Data provided START

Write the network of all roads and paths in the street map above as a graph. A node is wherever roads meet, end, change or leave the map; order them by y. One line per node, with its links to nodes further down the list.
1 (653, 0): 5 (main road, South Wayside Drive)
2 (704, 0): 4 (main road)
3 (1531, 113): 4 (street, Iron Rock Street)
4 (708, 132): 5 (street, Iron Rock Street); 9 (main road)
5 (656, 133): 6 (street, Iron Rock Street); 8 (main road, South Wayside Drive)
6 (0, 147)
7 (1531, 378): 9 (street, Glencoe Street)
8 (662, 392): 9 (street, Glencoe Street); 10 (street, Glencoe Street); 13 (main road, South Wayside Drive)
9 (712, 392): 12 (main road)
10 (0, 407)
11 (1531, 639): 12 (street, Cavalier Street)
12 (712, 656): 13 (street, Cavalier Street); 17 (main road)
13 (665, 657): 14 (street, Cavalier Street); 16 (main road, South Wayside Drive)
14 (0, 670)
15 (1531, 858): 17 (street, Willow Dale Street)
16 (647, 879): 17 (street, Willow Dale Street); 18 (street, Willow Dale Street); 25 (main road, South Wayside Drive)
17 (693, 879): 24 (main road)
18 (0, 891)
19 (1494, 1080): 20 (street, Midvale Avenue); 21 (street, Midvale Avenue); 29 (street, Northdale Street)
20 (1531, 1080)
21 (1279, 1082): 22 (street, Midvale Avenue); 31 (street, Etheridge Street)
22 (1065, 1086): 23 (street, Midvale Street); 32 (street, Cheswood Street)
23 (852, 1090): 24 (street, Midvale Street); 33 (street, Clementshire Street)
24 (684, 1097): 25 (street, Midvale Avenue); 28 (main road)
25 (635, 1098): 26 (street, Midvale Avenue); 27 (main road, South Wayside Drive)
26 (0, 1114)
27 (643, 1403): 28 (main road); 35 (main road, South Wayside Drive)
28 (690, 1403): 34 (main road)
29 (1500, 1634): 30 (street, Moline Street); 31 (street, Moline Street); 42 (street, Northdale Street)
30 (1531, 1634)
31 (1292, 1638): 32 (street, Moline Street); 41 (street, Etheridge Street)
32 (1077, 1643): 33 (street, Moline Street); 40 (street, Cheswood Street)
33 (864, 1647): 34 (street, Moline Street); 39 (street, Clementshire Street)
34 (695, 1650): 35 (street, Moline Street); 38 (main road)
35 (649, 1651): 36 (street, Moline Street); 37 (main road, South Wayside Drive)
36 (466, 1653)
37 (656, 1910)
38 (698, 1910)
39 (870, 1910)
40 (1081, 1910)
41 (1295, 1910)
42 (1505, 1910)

Data provided END

* [Task goal] Please copy each line of the material that contains the word "Northdale".

* [Answer]
19 (1494, 1080): 20 (street, Midvale Avenue); 21 (street, Midvale Avenue); 29 (street, Northdale Street)
29 (1500, 1634): 30 (street, Moline Street); 31 (street, Moline Street); 42 (street, Northdale Street)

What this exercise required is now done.